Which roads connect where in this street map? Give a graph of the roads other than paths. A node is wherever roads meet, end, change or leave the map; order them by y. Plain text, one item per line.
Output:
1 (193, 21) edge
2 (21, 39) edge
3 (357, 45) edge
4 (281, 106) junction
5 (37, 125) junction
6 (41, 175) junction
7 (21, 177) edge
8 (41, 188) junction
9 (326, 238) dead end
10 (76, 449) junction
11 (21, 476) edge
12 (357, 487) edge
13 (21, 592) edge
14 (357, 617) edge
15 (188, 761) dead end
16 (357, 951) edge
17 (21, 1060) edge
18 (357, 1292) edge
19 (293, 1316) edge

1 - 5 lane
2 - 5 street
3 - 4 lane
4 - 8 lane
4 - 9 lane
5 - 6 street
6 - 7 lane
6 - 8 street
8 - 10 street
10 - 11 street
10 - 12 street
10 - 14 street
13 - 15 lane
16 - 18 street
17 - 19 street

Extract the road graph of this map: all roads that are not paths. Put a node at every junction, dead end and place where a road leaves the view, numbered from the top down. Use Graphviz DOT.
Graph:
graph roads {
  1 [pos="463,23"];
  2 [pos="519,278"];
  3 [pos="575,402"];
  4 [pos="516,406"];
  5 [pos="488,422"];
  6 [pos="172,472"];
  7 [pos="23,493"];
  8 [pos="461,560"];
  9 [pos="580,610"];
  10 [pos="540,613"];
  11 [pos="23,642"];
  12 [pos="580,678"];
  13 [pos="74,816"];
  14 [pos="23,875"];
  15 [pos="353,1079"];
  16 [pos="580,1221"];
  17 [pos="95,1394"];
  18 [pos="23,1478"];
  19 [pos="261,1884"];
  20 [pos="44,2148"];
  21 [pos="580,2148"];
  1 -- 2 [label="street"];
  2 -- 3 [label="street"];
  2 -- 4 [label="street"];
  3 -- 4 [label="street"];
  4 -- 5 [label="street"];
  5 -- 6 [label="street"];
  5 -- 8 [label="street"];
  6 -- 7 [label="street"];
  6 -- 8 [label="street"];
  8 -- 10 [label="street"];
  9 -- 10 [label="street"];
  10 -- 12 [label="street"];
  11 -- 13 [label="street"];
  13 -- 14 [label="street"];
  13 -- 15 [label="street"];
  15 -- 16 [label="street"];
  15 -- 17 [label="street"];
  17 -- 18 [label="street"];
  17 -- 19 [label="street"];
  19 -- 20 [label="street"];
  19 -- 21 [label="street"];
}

━━━━━━━━━━━━━━━━━━━━━━━━━━━━━━

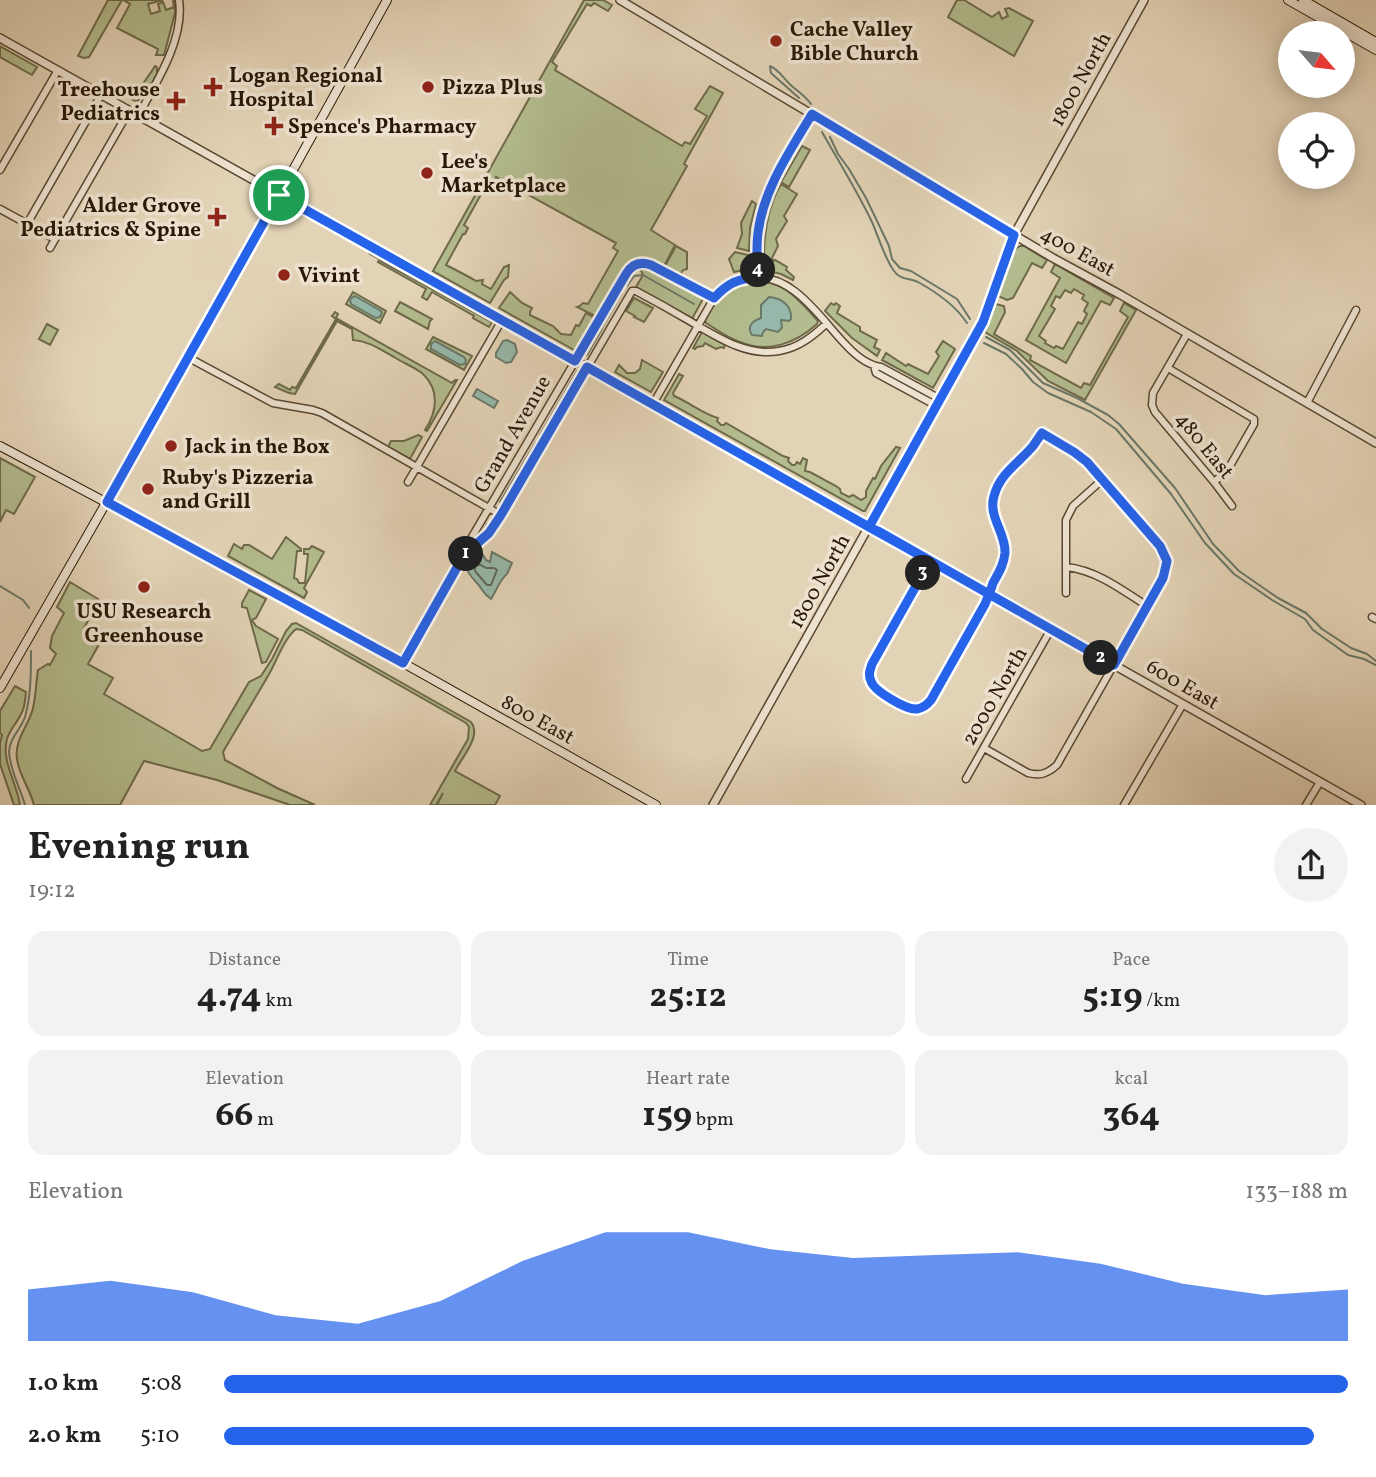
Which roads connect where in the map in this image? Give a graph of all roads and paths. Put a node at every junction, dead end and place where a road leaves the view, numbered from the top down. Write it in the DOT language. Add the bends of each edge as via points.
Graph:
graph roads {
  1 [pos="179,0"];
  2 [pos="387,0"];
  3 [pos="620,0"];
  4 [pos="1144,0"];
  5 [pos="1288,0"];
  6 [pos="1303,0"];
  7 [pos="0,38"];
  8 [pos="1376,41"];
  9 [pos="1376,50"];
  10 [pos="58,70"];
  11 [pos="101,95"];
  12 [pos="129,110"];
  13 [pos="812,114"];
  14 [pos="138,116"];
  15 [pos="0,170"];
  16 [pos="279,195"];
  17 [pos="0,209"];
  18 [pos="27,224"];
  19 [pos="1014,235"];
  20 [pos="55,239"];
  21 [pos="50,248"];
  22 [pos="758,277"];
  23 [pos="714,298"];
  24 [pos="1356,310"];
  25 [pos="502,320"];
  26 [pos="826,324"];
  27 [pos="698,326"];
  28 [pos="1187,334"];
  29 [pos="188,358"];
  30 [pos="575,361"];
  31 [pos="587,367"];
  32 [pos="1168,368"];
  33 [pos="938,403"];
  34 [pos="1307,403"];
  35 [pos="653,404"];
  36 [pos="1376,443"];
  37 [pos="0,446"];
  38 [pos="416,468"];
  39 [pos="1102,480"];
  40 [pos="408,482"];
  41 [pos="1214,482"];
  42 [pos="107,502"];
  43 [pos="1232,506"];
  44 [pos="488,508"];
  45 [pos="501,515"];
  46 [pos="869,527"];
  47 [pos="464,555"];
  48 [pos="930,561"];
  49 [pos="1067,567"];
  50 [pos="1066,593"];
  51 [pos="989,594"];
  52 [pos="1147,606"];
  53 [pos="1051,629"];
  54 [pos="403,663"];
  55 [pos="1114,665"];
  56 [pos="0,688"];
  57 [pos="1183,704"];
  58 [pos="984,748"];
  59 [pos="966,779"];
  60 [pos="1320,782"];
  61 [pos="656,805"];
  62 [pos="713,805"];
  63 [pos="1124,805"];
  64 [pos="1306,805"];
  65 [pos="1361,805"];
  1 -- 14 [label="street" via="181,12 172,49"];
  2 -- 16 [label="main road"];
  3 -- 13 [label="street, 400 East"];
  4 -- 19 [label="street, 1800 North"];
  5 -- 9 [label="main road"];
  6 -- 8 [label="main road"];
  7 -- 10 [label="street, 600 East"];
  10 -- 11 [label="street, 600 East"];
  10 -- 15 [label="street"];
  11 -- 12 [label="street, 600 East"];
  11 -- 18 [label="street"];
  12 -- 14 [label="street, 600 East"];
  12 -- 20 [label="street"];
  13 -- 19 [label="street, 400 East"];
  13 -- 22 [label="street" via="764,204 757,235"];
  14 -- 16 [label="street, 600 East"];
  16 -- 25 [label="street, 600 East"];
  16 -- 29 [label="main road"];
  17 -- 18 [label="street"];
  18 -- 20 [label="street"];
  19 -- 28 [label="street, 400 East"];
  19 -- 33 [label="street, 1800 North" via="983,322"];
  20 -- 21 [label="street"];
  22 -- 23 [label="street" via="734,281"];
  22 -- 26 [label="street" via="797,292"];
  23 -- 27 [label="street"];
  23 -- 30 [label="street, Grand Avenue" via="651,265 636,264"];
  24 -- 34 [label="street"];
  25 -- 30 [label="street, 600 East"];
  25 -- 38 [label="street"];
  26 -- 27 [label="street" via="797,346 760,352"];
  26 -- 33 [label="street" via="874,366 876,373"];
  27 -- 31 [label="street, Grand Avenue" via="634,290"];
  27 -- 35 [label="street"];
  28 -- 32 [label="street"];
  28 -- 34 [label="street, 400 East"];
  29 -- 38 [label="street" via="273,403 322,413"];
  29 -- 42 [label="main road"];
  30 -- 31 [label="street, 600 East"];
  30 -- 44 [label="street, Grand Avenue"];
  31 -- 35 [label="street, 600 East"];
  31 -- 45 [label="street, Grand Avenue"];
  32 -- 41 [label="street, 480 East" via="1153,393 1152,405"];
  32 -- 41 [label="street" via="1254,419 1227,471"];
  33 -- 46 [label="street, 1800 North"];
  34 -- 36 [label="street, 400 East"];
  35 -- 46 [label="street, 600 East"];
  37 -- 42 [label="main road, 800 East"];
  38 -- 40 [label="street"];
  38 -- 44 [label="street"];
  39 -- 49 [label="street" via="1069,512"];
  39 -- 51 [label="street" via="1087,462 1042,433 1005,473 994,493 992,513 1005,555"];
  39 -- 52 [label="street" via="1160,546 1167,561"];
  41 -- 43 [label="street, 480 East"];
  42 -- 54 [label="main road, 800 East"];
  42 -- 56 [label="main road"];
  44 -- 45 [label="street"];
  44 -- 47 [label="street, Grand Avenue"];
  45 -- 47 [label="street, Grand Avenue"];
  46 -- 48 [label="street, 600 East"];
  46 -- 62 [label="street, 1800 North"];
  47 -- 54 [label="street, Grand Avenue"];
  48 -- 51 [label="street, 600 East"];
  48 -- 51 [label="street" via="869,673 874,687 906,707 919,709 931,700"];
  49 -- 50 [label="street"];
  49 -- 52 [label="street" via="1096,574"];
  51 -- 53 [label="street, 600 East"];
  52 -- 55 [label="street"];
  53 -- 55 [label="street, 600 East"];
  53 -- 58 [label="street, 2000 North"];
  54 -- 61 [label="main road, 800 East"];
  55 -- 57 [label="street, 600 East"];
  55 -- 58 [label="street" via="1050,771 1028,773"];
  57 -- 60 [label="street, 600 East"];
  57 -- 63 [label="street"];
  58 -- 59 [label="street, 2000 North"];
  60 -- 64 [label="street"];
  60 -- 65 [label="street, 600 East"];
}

━━━━━━━━━━━━━━━━━━━━━━━━━━━━━━

**Work to be completed:** Everything from the line with "Which roads connect where in this" through the line with "Extract the road" should be written out exactly as it appears above, end lines included, and nothing outside that range.

**Response area:**
Which roads connect where in this street map? Give a graph of the roads other than paths. A node is wherever roads meet, end, change or leave the map; order them by y. Plain text, one item per line.
Output:
1 (193, 21) edge
2 (21, 39) edge
3 (357, 45) edge
4 (281, 106) junction
5 (37, 125) junction
6 (41, 175) junction
7 (21, 177) edge
8 (41, 188) junction
9 (326, 238) dead end
10 (76, 449) junction
11 (21, 476) edge
12 (357, 487) edge
13 (21, 592) edge
14 (357, 617) edge
15 (188, 761) dead end
16 (357, 951) edge
17 (21, 1060) edge
18 (357, 1292) edge
19 (293, 1316) edge

1 - 5 lane
2 - 5 street
3 - 4 lane
4 - 8 lane
4 - 9 lane
5 - 6 street
6 - 7 lane
6 - 8 street
8 - 10 street
10 - 11 street
10 - 12 street
10 - 14 street
13 - 15 lane
16 - 18 street
17 - 19 street

Extract the road graph of this map: all roads that are not paths. Put a node at every junction, dead end and place where a road leaves the view, numbered from the top down. Use Graphviz DOT.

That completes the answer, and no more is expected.